-- Exercise instructions --
The answer is the set of lines that include "PERRY", copied from the data below.

-- Material provided --
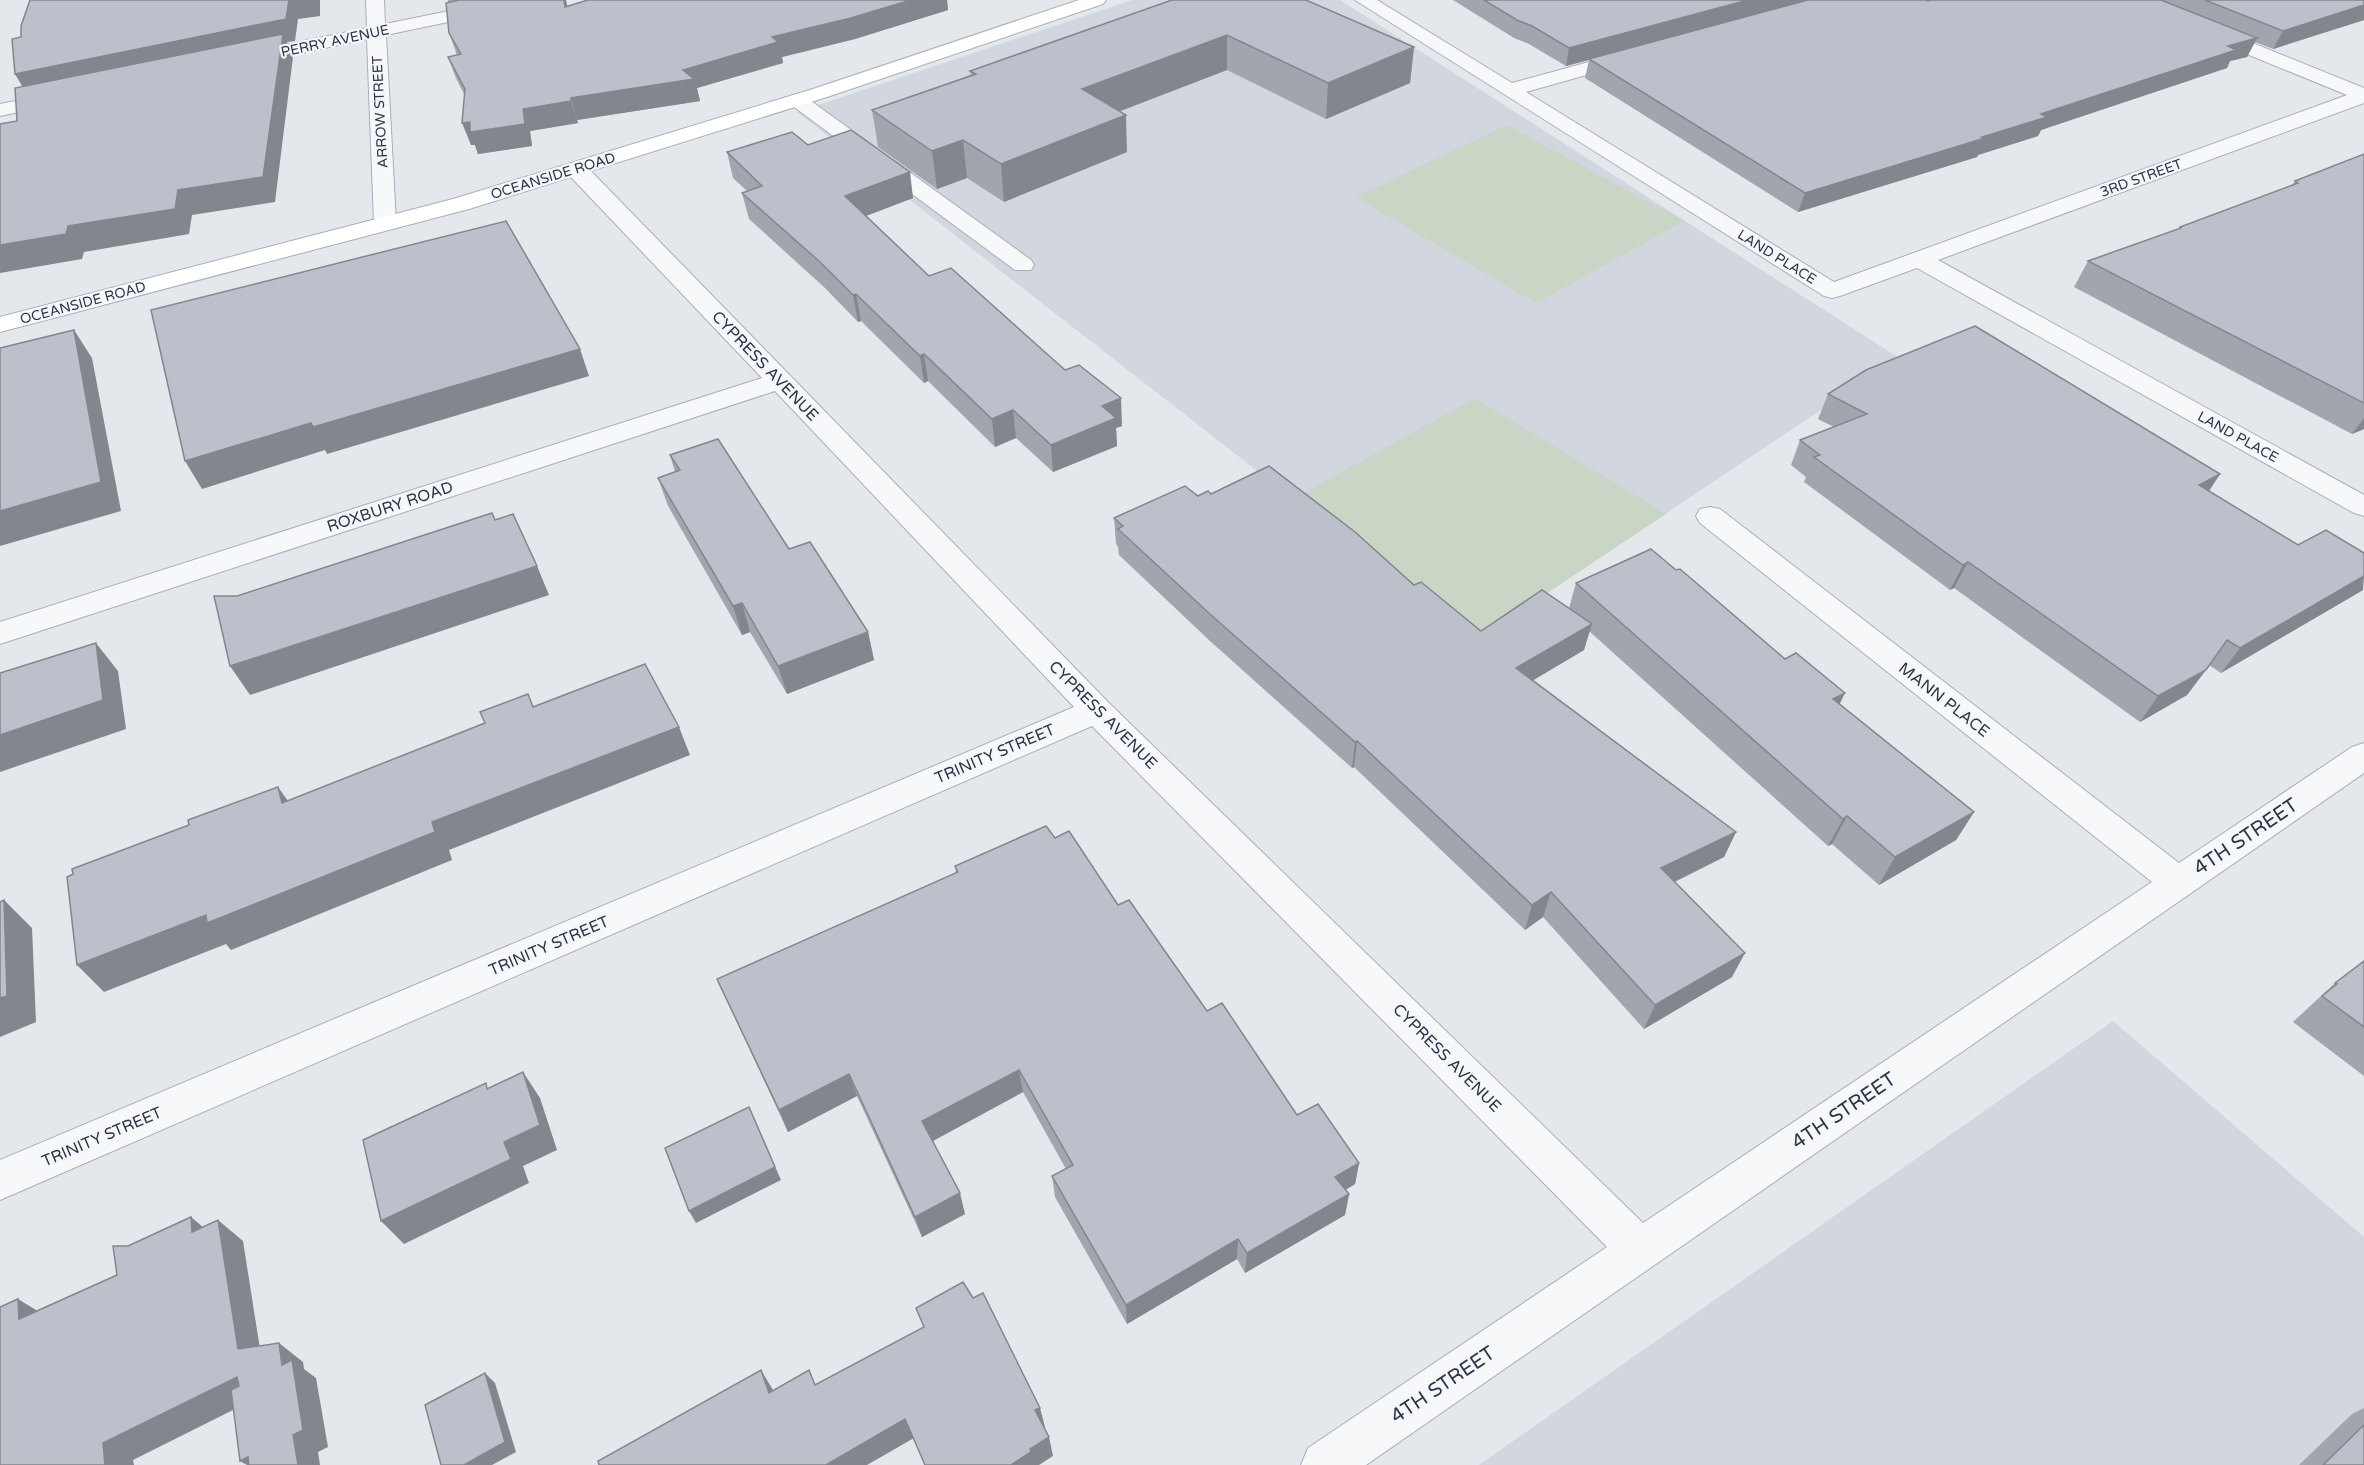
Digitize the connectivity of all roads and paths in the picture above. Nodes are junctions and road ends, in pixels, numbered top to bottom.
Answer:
1 (375, 0) edge
2 (529, 0) edge
3 (1097, 0) edge
4 (1364, 0) edge
5 (2130, 0) edge
6 (376, 32) junction
7 (1646, 53) edge
8 (228, 63) edge
9 (1510, 90) junction
10 (80, 94) edge
11 (2364, 96) edge
12 (797, 100) junction
13 (0, 110) edge
14 (576, 169) junction
15 (385, 223) junction
16 (1918, 259) junction
17 (1023, 265) dead end
18 (0, 325) edge
19 (780, 381) junction
20 (2364, 507) edge
21 (1710, 516) dead end
22 (0, 633) edge
23 (1097, 711) junction
24 (2364, 756) edge
25 (2179, 883) junction
26 (0, 1180) edge
27 (1640, 1250) junction
28 (1325, 1465) edge

1 - 6 street, ARROW STREET
2 - 6 street, PERRY AVENUE
3 - 12 main road, OCEANSIDE ROAD
4 - 9 street, LAND PLACE
5 - 11 street
6 - 8 street, PERRY AVENUE
6 - 15 street, ARROW STREET
7 - 9 street
9 - 16 street, LAND PLACE
10 - 13 street
11 - 16 street, 3RD STREET
12 - 14 main road, OCEANSIDE ROAD
12 - 17 lane
14 - 15 main road, OCEANSIDE ROAD
14 - 19 street, CYPRESS AVENUE
15 - 18 main road, OCEANSIDE ROAD
16 - 20 street, LAND PLACE
19 - 22 street, ROXBURY ROAD
19 - 23 street, CYPRESS AVENUE
21 - 25 street, MANN PLACE
23 - 26 street, TRINITY STREET
23 - 27 street, CYPRESS AVENUE
24 - 25 street, 4TH STREET
25 - 27 street, 4TH STREET
27 - 28 street, 4TH STREET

-- Exercise output --
2 - 6 street, PERRY AVENUE
6 - 8 street, PERRY AVENUE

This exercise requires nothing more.